Entre as companhias estão Atlas Renewable Energy, controlada pelo Global Infrastructure Partners (GIP) e pela BlackRock, Newave Energia, com participação da Gerdau, e a francesa Voltalia. Os número exatos de demissões não são informados, mas o foco é reduzir custos e ajustar ativos diante da atual conjuntura setorial.
Essas medidas intensificam a crise que afeta os setores eólico e solar, que passaram a sustentar parte da matriz elétrica brasileira. O setor depende de energia limpa para reduzir vulnerabilidade a choques de oferta de combustíveis fósseis, como o observado em conflitos internacionais recentes.

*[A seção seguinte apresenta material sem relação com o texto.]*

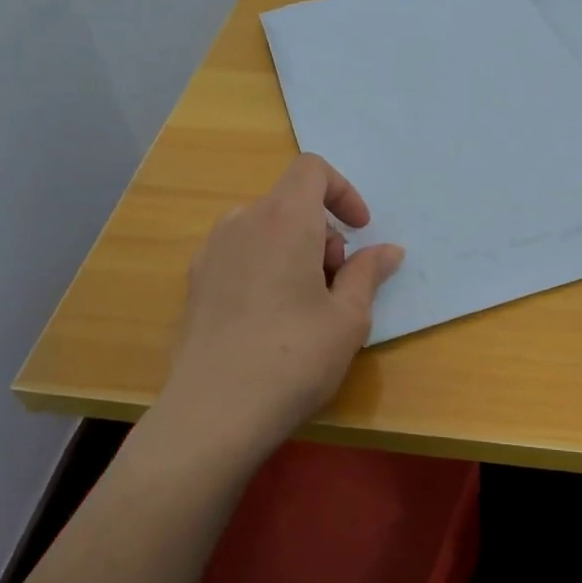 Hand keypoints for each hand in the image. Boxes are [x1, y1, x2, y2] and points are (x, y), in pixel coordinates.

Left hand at [160, 155, 404, 463]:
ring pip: (264, 229)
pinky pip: (239, 254)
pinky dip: (264, 266)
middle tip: (337, 285)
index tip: (360, 231)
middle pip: (290, 203)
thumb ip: (368, 273)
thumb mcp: (348, 318)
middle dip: (323, 232)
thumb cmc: (294, 357)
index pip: (312, 169)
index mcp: (284, 219)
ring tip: (306, 305)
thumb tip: (387, 251)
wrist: (212, 413)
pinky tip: (269, 319)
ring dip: (294, 249)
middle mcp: (243, 222)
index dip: (343, 191)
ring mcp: (211, 252)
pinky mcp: (194, 283)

As restrições de geração, impostas pelo Operador Nacional do Sistema Elétrico (ONS) para evitar desequilíbrios na rede, vêm desde meados de 2023 e, em casos extremos, podem levar ao desligamento de usinas. A ideia é evitar gargalos na transmissão e excesso de oferta em determinados momentos.
Na Atlas, as perdas de receita ficaram em cerca de 25% devido aos cortes, conforme comentário de Manoel de Andrade, vice-presidente de Assuntos Regulatórios e Desenvolvimento. Ele aponta que o volume de energia prometido aos clientes não está sendo entregue, afetando planos de negócio.

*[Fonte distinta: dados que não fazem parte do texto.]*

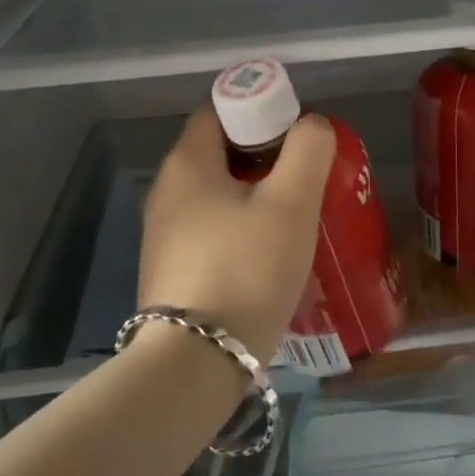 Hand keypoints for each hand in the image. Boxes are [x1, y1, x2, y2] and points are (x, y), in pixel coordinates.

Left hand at [138, 106, 335, 359]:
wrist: (192, 367)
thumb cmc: (245, 270)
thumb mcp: (290, 204)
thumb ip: (307, 151)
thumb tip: (312, 124)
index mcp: (187, 162)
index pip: (219, 109)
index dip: (259, 108)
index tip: (296, 133)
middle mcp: (166, 190)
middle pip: (220, 151)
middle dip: (264, 156)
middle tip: (305, 176)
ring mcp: (162, 232)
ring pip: (216, 193)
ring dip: (254, 195)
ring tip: (294, 217)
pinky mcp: (170, 268)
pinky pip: (210, 229)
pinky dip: (239, 228)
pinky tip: (267, 255) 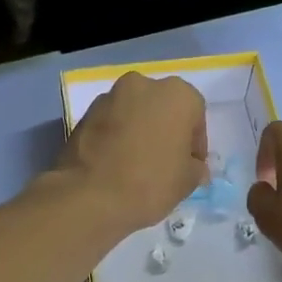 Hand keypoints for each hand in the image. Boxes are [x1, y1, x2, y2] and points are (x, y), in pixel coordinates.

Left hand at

Em relação a outros mercados onde o grupo atua, como o Chile, a Atlas busca mitigar impactos por meio de armazenamento de energia ou de dinâmicas de mercado que permitem aquisição de energia adicional para cumprir contratos a preços baixos.
A Newave, resultado de parceria entre a Gerdau e a Newave Capital com participação da XP, também realiza ajustes com foco em eficiência e sustentabilidade. A empresa abriu recentemente um grande complexo solar em Goiás, com investimentos de 1,3 bilhão de reais, e opera majoritariamente no submercado Sudeste, onde a atuação costuma apresentar maior estabilidade.
A Voltalia informou à Reuters que planeja reduzir a força de trabalho em cerca de 10% nos países em que atua, incluindo o Brasil, como parte de uma transformação global. O Brasil continua sendo um mercado estratégico para o grupo, respondendo por uma parcela relevante da capacidade em operação e em construção.
Multinacionais enfrentam retração de investimentos. A Acciona interrompeu investimentos no Brasil em 2024, e fabricantes da cadeia eólica, como a GE, fecharam plantas locais diante da queda de encomendas. Com cerca de 3 gigawatts de usinas solares no país, a Atlas identifica incerteza excessiva e cortes de geração considerados fora da razoabilidade como entraves para novos projetos.
Executivos citam a falta de clareza sobre eventual ressarcimento de perdas. Uma lei de 2023 prevê reembolso parcial, ainda a regulamentar. O Ministério de Minas e Energia afirma que há avanços estruturais, como ampliar a transmissão e estudar leilões de baterias, além de modernizar tarifas. O termo de compromisso com o ressarcimento está em fase final de elaboração, segundo a pasta.
A ABEEólica estima prejuízos acumulados próximos a 8 bilhões de reais devido às restrições de geração, ainda que nem todo o valor possa ser ressarcido. A entidade ressalta que o risco se transformou em incerteza absoluta, levando geradores a tomar decisões mais conservadoras diante do cenário.